◆ SOURCE INFORMATION
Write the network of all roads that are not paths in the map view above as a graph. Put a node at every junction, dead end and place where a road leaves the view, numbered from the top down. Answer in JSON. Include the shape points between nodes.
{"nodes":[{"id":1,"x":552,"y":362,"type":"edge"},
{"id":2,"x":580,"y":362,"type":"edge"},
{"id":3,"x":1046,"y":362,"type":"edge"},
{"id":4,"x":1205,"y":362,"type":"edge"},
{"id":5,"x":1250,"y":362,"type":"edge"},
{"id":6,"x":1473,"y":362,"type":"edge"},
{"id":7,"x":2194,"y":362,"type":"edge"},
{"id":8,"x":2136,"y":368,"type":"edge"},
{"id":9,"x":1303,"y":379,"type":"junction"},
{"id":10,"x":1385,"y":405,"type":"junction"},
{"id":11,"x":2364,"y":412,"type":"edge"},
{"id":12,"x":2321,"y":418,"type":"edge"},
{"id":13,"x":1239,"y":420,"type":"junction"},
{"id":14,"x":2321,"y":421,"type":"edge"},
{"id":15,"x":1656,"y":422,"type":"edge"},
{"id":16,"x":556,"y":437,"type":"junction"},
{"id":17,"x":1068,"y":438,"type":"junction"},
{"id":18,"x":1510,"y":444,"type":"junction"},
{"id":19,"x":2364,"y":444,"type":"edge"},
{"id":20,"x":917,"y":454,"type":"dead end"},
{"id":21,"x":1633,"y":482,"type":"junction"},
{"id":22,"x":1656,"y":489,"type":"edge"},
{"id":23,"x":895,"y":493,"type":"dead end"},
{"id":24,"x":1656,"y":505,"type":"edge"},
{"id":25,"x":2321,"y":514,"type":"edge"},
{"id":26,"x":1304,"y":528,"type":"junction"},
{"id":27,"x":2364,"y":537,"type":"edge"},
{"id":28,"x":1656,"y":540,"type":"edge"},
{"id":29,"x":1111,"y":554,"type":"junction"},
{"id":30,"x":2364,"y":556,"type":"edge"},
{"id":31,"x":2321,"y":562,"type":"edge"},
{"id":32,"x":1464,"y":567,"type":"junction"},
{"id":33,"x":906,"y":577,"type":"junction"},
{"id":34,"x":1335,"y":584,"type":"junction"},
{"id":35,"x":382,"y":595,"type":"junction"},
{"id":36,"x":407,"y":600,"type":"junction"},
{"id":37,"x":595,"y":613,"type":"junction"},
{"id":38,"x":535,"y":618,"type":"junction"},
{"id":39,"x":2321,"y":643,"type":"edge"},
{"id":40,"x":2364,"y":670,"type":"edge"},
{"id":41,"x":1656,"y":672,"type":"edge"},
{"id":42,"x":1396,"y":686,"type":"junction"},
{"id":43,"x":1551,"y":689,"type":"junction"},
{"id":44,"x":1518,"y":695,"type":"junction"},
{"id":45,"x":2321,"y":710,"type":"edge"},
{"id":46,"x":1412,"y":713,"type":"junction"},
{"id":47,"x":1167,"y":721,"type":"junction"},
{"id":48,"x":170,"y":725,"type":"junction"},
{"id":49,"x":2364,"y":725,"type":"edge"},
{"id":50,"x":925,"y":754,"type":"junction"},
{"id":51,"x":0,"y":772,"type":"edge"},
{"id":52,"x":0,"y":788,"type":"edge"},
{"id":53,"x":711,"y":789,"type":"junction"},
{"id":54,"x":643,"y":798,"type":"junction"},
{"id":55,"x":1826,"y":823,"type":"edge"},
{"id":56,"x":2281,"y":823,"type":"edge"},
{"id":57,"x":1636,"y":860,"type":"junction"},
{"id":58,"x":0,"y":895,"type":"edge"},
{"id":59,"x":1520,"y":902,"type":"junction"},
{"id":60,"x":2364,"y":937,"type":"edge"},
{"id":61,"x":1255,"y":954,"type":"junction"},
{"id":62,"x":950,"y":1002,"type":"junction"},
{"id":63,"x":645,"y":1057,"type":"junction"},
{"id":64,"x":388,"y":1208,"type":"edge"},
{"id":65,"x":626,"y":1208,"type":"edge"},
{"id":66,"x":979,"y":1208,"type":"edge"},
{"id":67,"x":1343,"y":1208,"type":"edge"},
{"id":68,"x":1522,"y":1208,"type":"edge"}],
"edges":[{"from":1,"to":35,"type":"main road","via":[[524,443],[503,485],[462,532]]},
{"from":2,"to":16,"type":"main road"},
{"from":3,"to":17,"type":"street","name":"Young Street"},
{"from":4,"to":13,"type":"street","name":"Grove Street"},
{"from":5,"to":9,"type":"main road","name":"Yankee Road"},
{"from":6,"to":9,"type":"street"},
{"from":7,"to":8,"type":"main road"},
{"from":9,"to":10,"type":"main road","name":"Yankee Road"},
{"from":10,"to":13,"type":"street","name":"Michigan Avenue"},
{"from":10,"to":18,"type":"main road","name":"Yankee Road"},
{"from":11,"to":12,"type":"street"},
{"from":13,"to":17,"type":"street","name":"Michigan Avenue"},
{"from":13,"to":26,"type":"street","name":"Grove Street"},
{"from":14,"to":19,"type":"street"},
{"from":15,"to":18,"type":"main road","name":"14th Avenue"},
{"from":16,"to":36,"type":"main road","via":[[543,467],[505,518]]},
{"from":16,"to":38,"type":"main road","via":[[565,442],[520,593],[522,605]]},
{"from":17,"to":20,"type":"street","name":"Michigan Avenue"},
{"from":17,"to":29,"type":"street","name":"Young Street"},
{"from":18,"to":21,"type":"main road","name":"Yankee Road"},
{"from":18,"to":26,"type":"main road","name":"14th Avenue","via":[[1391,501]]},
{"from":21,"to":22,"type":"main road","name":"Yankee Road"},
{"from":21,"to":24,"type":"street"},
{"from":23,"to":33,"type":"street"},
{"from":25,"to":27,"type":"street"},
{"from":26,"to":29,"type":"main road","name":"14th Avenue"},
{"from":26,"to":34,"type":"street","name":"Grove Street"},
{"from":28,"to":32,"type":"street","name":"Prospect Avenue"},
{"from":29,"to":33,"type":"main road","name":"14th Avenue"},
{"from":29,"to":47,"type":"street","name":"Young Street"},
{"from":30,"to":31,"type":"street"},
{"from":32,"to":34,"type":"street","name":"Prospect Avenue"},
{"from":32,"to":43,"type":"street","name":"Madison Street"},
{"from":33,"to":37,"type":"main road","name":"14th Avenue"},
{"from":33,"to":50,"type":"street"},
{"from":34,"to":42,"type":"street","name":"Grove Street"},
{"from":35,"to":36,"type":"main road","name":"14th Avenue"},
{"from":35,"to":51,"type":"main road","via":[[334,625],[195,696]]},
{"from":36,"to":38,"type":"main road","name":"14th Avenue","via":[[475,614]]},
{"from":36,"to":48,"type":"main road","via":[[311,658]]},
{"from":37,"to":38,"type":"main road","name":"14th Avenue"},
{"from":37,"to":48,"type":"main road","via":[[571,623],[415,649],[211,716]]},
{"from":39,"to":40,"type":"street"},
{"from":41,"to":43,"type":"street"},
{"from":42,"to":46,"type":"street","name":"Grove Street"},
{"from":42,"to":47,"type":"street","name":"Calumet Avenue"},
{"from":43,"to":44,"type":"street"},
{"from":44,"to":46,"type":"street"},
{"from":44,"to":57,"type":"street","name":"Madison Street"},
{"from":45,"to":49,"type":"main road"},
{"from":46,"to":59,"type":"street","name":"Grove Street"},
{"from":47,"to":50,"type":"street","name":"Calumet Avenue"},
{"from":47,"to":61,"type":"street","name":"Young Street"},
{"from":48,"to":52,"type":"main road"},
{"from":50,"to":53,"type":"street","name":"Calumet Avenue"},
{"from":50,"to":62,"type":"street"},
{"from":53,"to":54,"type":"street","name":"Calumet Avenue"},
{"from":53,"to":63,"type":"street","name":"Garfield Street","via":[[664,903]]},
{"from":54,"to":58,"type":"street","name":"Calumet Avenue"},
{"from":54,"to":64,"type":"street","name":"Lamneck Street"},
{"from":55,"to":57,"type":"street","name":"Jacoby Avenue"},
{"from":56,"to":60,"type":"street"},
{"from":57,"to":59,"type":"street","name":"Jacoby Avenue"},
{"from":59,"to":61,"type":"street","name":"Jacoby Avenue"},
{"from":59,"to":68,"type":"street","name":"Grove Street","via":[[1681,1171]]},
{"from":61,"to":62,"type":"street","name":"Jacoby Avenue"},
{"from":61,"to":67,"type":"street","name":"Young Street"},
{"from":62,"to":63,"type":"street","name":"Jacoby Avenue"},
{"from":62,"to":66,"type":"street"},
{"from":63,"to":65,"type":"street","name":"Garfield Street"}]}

◆ TASK ITEM
If a line in the listing has "Garfield" in it, report that line.

◆ EXPECTED ANSWER
{"from":53,"to":63,"type":"street","name":"Garfield Street","via":[[664,903]]},
{"from":63,"to":65,"type":"street","name":"Garfield Street"}]}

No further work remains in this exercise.